Lemonade out of lemons

Author Keith Jennings
Published
August 01, 2015 - 10:30am

The ups and downs experienced this year have required our shop to make hard decisions, including staff reductions.

While not easy, these scenarios are part of the normal business cycle shop owners and managers will encounter at some point. It’s important to move forward decisively and demonstrate confidence in these situations. With owners involved in daily machine shop operations, their visible attitude will permeate throughout the shop and, therefore, they must display confidence, decisiveness and total authority. Or, make lemonade out of lemons when things aren’t so great.

How is that accomplished?
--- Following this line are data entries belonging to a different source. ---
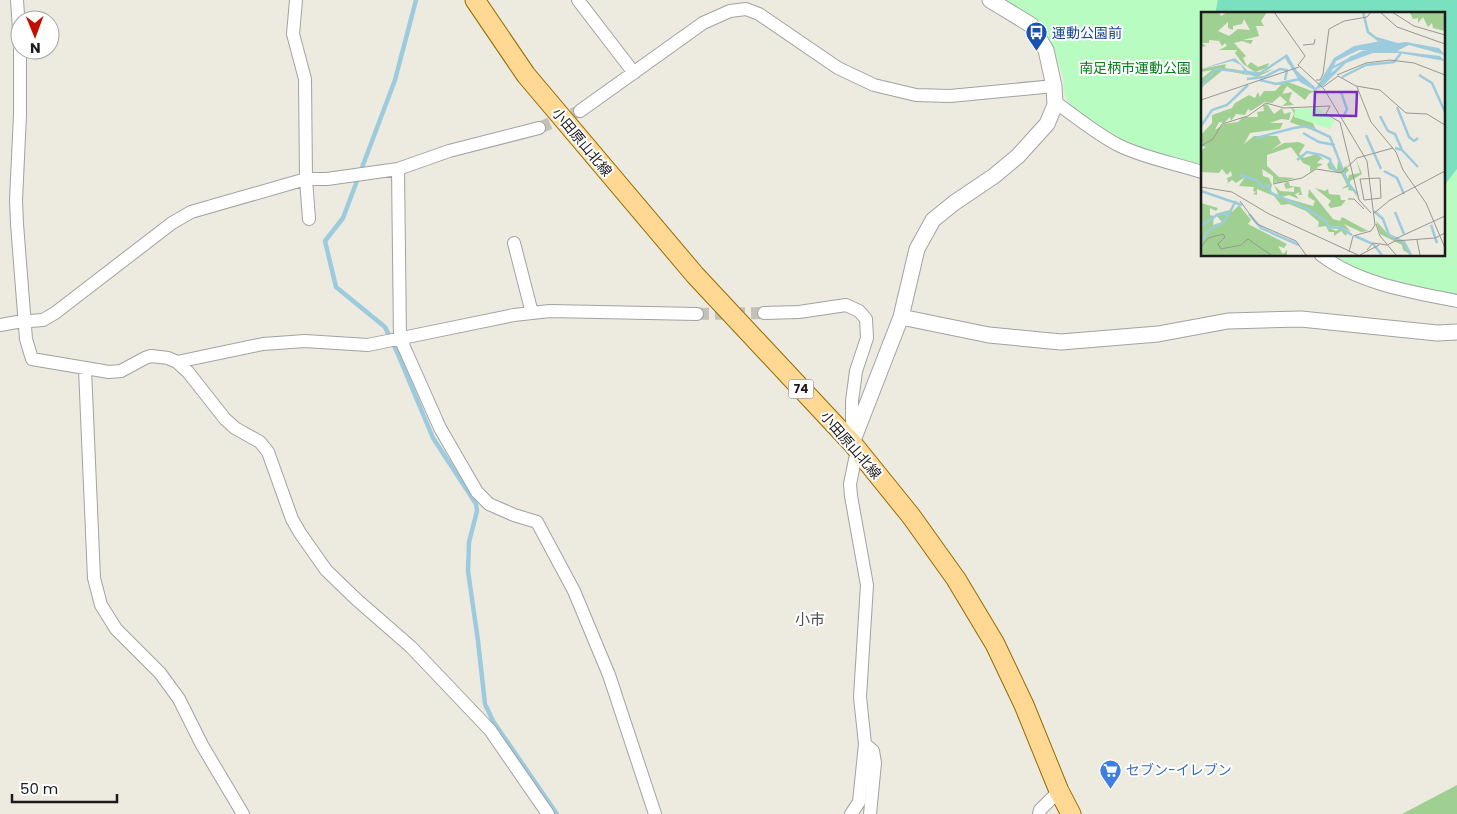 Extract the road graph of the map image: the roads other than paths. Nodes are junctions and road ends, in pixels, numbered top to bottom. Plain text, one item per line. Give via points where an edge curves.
1 (296, 0) edge
2 (475, 0) edge
3 (578, 0) edge
4 (990, 0) edge
5 (20, 60) edge
6 (634, 72) junction
7 (1054, 86) junction
8 (1055, 102) junction
9 (580, 111) tunnel mouth
10 (540, 128) tunnel mouth
11 (398, 169) junction
12 (1201, 172) edge
13 (306, 179) junction
14 (309, 219) dead end
15 (514, 243) dead end
16 (1323, 256) edge
17 (1457, 301) edge
18 (532, 313) junction
19 (697, 314) tunnel mouth
20 (764, 314) tunnel mouth
21 (901, 317) junction
22 (25, 321) junction
23 (0, 325) edge
24 (1457, 332) edge
25 (400, 338) junction
26 (178, 362) junction
27 (85, 369) junction
28 (854, 447) junction
29 (865, 744) junction
30 (1059, 791) junction
31 (243, 814) edge
32 (548, 814) edge
33 (655, 814) edge
34 (851, 814) edge
35 (870, 814) edge
36 (1039, 814) edge
37 (1071, 814) edge

1 - 13 street via 293,34 305,79
2 - 28 main road, 小田原山北線 / 74 via 526,75 688,267
3 - 6 street
4 - 7 street via 1031,25 1046,50
5 - 22 street via 16,200
6 - 7 street via 703,23 730,10 746,9 759,14 838,68 874,85 916,95 950,96
6 - 9 street
7 - 8 street
8 - 12 street via 1120,146
8 - 21 street via 1047,124 1018,156 933,220 917,249
10 - 11 street via 449,151
11 - 13 street
11 - 25 street
13 - 14 street
13 - 22 street via 191,212 55,313 43,320
15 - 18 street
16 - 17 street via 1371,280 1405,291
18 - 19 street
18 - 25 street
20 - 28 street via 846,305 859,311 866,319 867,338 856,371 852,401
21 - 24 street via 989,335 1061,342 1158,334 1228,322 1301,320 1437,333
21 - 28 street
22 - 23 street
22 - 27 street via 32,359
25 - 26 street via 368,345 305,341 263,344
25 - 33 street via 440,428 477,492 489,504 537,522 574,591 609,675
26 - 27 street via 151,356 120,371
26 - 32 street via 234,428 260,442 268,452 292,519 326,570 411,647 490,730
27 - 31 street via 94,578 101,605 116,629 160,672 179,698 202,745
28 - 29 street via 851,496 867,585 860,697
28 - 30 main road, 小田原山北線 / 74 via 911,516 956,578 995,644 1024,704
29 - 34 street via 859,802
29 - 35 street via 873,752 874,763
30 - 36 street
30 - 37 main road, 小田原山北線 / 74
The exact steps won’t be the same for everyone and will depend on the company’s situation, but when conditions require staff reductions, activities must continue to move forward for the benefit of the company. These ideas seem to work well for most shop owners I know.
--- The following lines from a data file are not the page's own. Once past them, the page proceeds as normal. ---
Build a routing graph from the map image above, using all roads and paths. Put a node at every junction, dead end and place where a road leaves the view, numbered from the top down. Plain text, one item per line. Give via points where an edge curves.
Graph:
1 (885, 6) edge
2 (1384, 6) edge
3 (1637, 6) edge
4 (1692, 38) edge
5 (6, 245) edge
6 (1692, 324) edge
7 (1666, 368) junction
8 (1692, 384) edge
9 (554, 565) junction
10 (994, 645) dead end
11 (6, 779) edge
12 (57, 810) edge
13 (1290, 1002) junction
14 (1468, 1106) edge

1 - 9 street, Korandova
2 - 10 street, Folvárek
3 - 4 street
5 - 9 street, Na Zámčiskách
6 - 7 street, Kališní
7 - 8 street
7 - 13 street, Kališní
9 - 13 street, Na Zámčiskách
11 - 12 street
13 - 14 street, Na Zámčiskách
It’s important to arrive early and stay late, and observe everything and everyone. When business is consistently good, delegating tasks is easier because a shop typically has more employees. But a common scenario in 2015 is doing more with fewer employees. Day-to-day operational awareness will make a difference.

Communicate with customers, vendors and employees so you don’t leave them wondering about the company status, who’s left to handle their relationship, any issues with payments or cash flow or whatever could impact them. Generally, it’s better to inform proactively than reactively.

Although transparency is important, as owners and managers, we don’t need to make our expenses known to employees. We have justification for certain expenses and shouldn’t have to explain them to subordinates. A meal with a customer, a trip to see new equipment and other similar tasks must continue. Keep these expenses as low-key as possible to minimize concern among the troops that you’re still experiencing the good life while asking them to make do with less. Unfortunately, employees can easily misinterpret these expenses.

Demonstrate support for the employees left handling additional duties by giving them reasonable time to adjust. It may take a few days or more to learn new software and establish good relationships with customers and vendors while remaining effective at their regular tasks. Those who remain need their jobs and don’t want to fail, so provide support to ensure they don’t. This confidence in your employees will provide some much-needed peace of mind.

As previously stated, staying passionate and motivated during turbulent times isn’t easy, and it’s nice to have the ability to delegate a demanding task. But your presence is required to instill confidence among the employees, as well as customers and suppliers, that things are under control. No one has that impact like you and your lead team, which in our case, is other family members.

When the shop had to implement a recent layoff, I had coincidently scheduled a family vacation that week, so my dad and brother handled it and communicated the situation to the rest of the staff. Hopefully, you have a solid support team around you as well, family or not. CTE

Author

Manager's Desk Columnist

Keith Jennings is president of Crow Corp., Tomball, Texas, a family-owned company focusing on machining, metal fabrication and metal stamping.